For comparison, general crypto exchanges like Coinbase charge anywhere from 0.5% to 1.5% on their simple buy interface, plus spread. Their "advanced" trading interface has lower fees but is designed for active traders, not someone buying $50 a week.

Here's the thing about fees: they matter, but they don't matter as much as actually starting. If you spend three weeks researching which platform saves you 0.2% on fees while bitcoin goes up 10%, you've cost yourself a lot more than you saved. Pick a platform, start buying, and optimize later if you want.

Common Mistakes Beginners Make

I've watched people make every mistake in the book. Here are the ones I see most often.

Waiting for the "right" price

"I'll buy when it dips." Famous last words. The dip you're waiting for might be higher than today's price. Bitcoin has a long history of making people who wait on the sidelines feel very silly. This is exactly why DCA exists. Stop trying to be clever and just start.

Buying too much too fast

The flip side. Don't take out a loan to buy bitcoin. Don't put in your rent money. Don't sell your car. Buy an amount that lets you sleep at night. If a 30% drop in your bitcoin's value would cause you real financial stress, you've put in too much. Scale up over time as you get more comfortable and more informed.

Trading instead of accumulating

You bought bitcoin. Great. Now some corner of the internet is telling you to trade it for altcoins, or to sell the top and buy the dip, or to use leverage. Ignore all of it. The vast majority of traders lose money. The vast majority of people who just bought bitcoin and held it made money. The data on this is extremely clear.

Leaving everything on the exchange

I know I keep saying this, but it's that important. Exchanges are not savings accounts. They are on-ramps. Buy your bitcoin, then move it to a wallet you control. This is how you actually own bitcoin rather than just having an IOU from a company that might not be around in five years.

Sharing too much information

Don't post your portfolio on social media. Don't tell random people how much bitcoin you own. Don't brag at parties. Bitcoin is a bearer asset, if someone steals your keys, the bitcoin is gone and there's no customer service to call. Keep a low profile.

Falling for scams

Nobody is going to double your bitcoin. There is no bitcoin giveaway on YouTube. Elon Musk is not running a promotion. If someone you met online tells you to send bitcoin to a specific address, it's a scam. 100% of the time. I wish I were exaggerating. Our guide on how to spot and avoid Bitcoin scams walks through the common schemes in detail.

What to Do After You Buy

Your bitcoin is sitting on the exchange. Now what?

Move it to your own wallet

For small amounts, download a software wallet on your phone. Muun, Blue Wallet, and Phoenix are all solid options. Generate a new wallet, write down the recovery phrase (the 12 or 24 words, this is the key to your money, treat it accordingly), and withdraw your bitcoin from the exchange to your wallet's receiving address.

The first time you do this, send a small amount first. Verify it arrived. Then send the rest.
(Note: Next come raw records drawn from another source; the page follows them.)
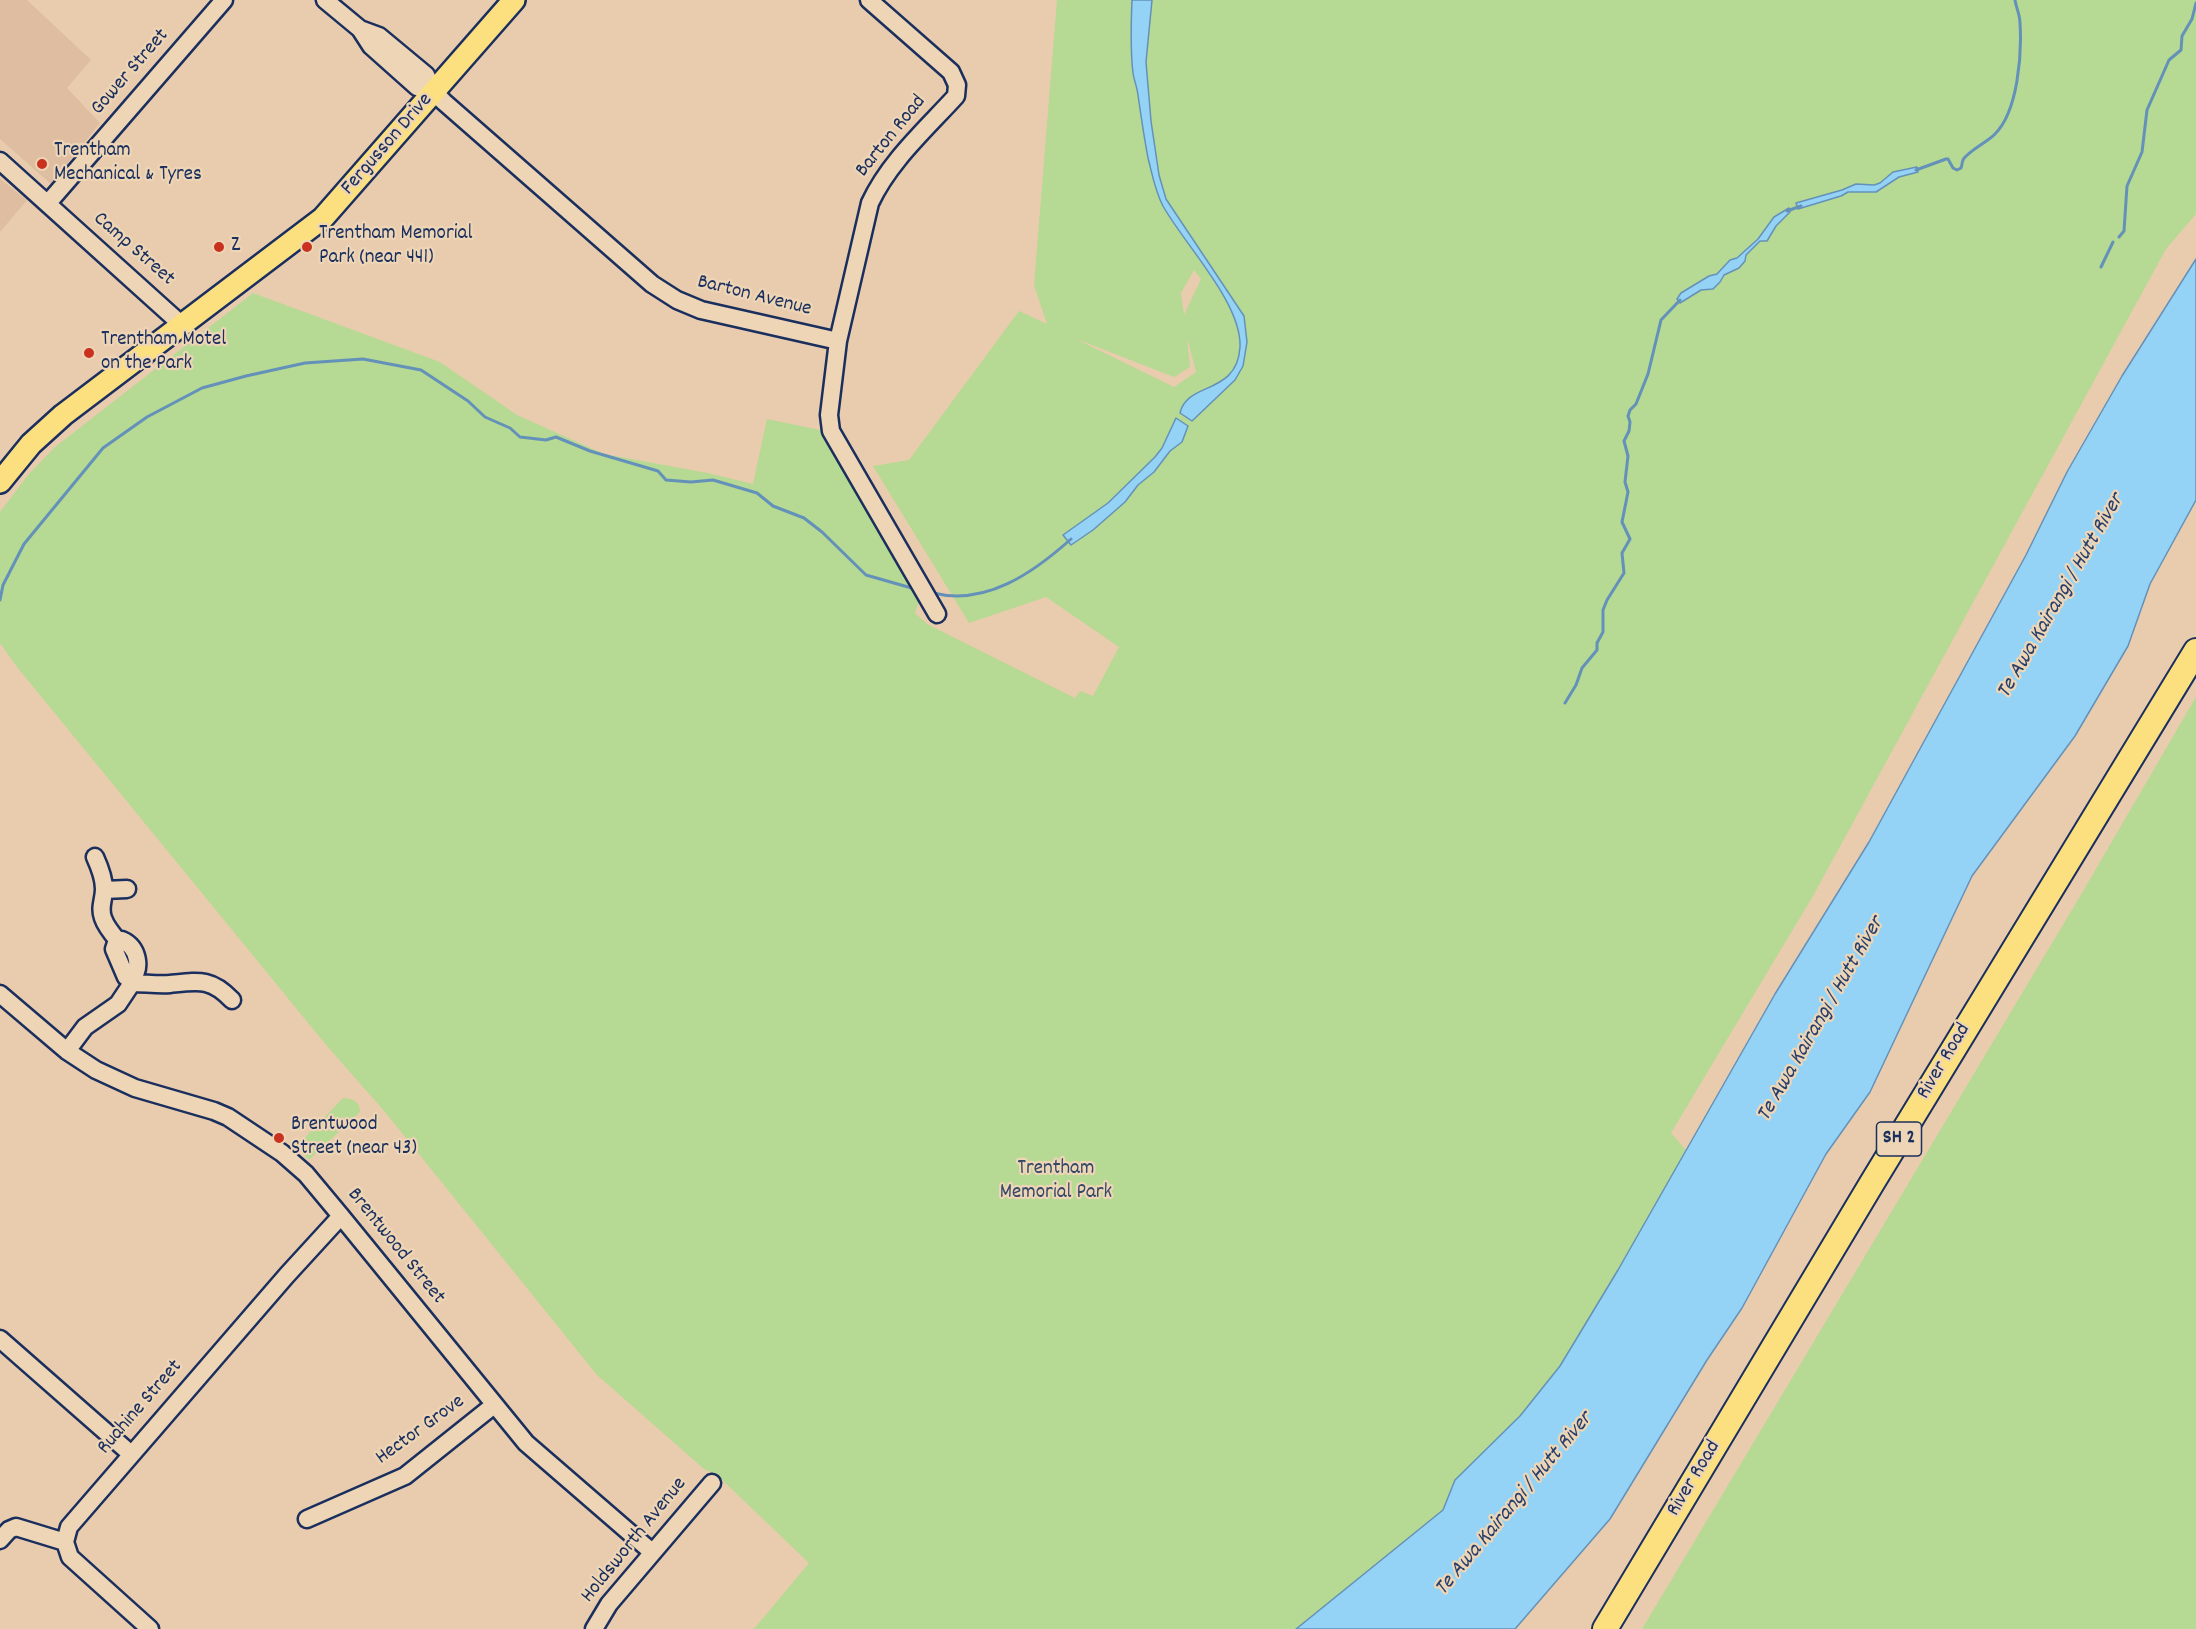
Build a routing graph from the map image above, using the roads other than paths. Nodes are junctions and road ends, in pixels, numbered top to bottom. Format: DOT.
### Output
graph roads {
  1 [pos="224,0"];
  2 [pos="325,0"];
  3 [pos="514,0"];
  4 [pos="869,0"];
  5 [pos="434,92"];
  6 [pos="0,161"];
  7 [pos="48,203"];
  8 [pos="182,325"];
  9 [pos="838,340"];
  10 [pos="0,482"];
  11 [pos="937,614"];
  12 [pos="2196,651"];
  13 [pos="2196,673"];
  14 [pos="94,857"];
  15 [pos="104,890"];
  16 [pos="127,890"];
  17 [pos="131,982"];
  18 [pos="0,994"];
  19 [pos="232,1000"];
  20 [pos="67,1051"];
  21 [pos="341,1216"];
  22 [pos="3,1348"];
  23 [pos="494,1405"];
  24 [pos="131,1454"];
  25 [pos="712,1483"];
  26 [pos="307,1519"];
  27 [pos="0,1540"];
  28 [pos="65,1542"];
  29 [pos="652,1552"];
  30 [pos="150,1629"];
  31 [pos="594,1629"];
  32 [pos="1605,1629"];
  33 [pos="1619,1629"];
  1 -- 7 [label="street, Gower Street"];
  2 -- 5 [label="street, Barton Avenue"];
  3 -- 5 [label="main road, Fergusson Drive"];
  4 -- 9 [label="street, Barton Road"];
  5 -- 8 [label="main road, Fergusson Drive"];
  5 -- 9 [label="street, Barton Avenue"];
  6 -- 7 [label="street, Camp Street"];
  7 -- 8 [label="street, Camp Street"];
  8 -- 10 [label="main road, Fergusson Drive"];
  9 -- 11 [label="street"];
  12 -- 32 [label="highway, River Road / SH 2"];
  13 -- 33 [label="highway, River Road / SH 2"];
  14 -- 15 [label="street"];
  15 -- 16 [label="street"];
  15 -- 17 [label="street"];
  17 -- 19 [label="street"];
  17 -- 20 [label="street"];
  18 -- 20 [label="street, Brentwood Street"];
  20 -- 21 [label="street, Brentwood Street"];
  21 -- 23 [label="street, Brentwood Street"];
  21 -- 24 [label="street, Ruahine Street"];
  22 -- 24 [label="street"];
  23 -- 26 [label="street, Hector Grove"];
  23 -- 29 [label="street, Brentwood Street"];
  24 -- 28 [label="street, Ruahine Street"];
  25 -- 29 [label="street, Holdsworth Avenue"];
  27 -- 28 [label="street"];
  28 -- 30 [label="street"];
  29 -- 31 [label="street, Holdsworth Avenue"];
}
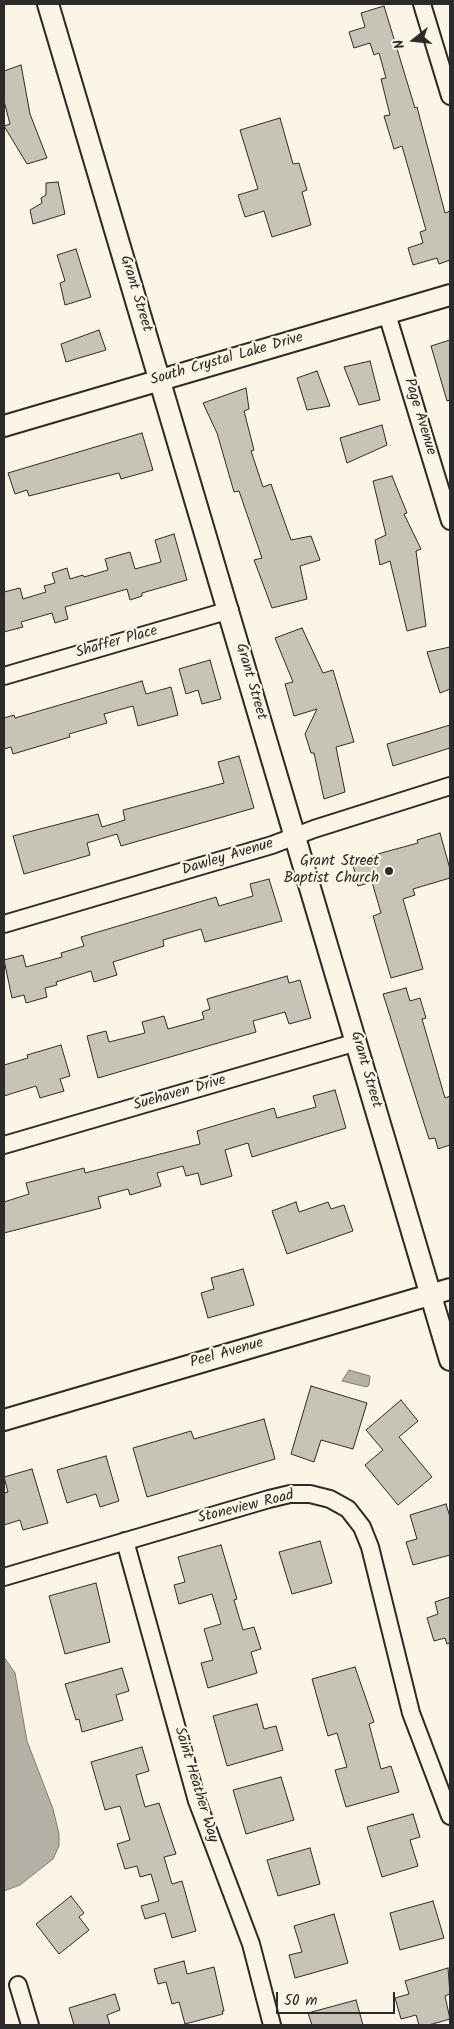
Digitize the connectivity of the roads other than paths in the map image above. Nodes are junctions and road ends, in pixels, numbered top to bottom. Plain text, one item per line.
1 (48, 4) edge
2 (422, 4) edge
3 (450, 96) edge
4 (450, 295) edge
5 (387, 314) junction
6 (160, 379) junction
7 (4, 426) edge
8 (450, 521) edge
9 (230, 610) junction
10 (4, 676) edge
11 (450, 786) edge
12 (295, 836) junction
13 (4, 924) edge
14 (357, 1042) junction
15 (4, 1145) edge
16 (450, 1289) edge
17 (431, 1294) junction
18 (450, 1360) edge
19 (4, 1420) edge
20 (125, 1541) junction
21 (4, 1577) edge
22 (450, 1816) edge
23 (18, 1985) dead end
24 (30, 2025) edge
25 (272, 2025) edge

1 - 6 street, Grant Street
2 - 3 street
4 - 5 street, South Crystal Lake Drive
5 - 6 street, South Crystal Lake Drive
5 - 8 street, Page Avenue
6 - 7 street, South Crystal Lake Drive
6 - 9 street, Grant Street
9 - 10 street, Shaffer Place
9 - 12 street, Grant Street
11 - 12 street, Dawley Avenue
12 - 13 street, Dawley Avenue
12 - 14 street, Grant Street
14 - 15 street, Suehaven Drive
14 - 17 street, Grant Street
16 - 17 street, Peel Avenue
17 - 18 street, Grant Street
17 - 19 street, Peel Avenue
20 - 21 street, Stoneview Road
20 - 22 street, Stoneview Road
20 - 25 street, Saint Heather Way
23 - 24 street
This is standard practice even for experienced bitcoiners. Nobody wants to fat-finger an address on a large transaction.

Consider a hardware wallet as your stack grows

Once your bitcoin holdings reach an amount that would genuinely hurt to lose, and that number is different for everyone, get a hardware wallet. Coldcard, Trezor, and BitKey are popular choices. A hardware wallet keeps your private keys on a dedicated offline device where malware and hackers can't reach them. Think of your phone wallet as your checking account and the hardware wallet as your savings account.

Keep stacking

Set up that DCA if you haven't already. Consistency beats timing. A little bit every week or every month adds up surprisingly fast. Let compounding and bitcoin's long-term trajectory do the heavy lifting.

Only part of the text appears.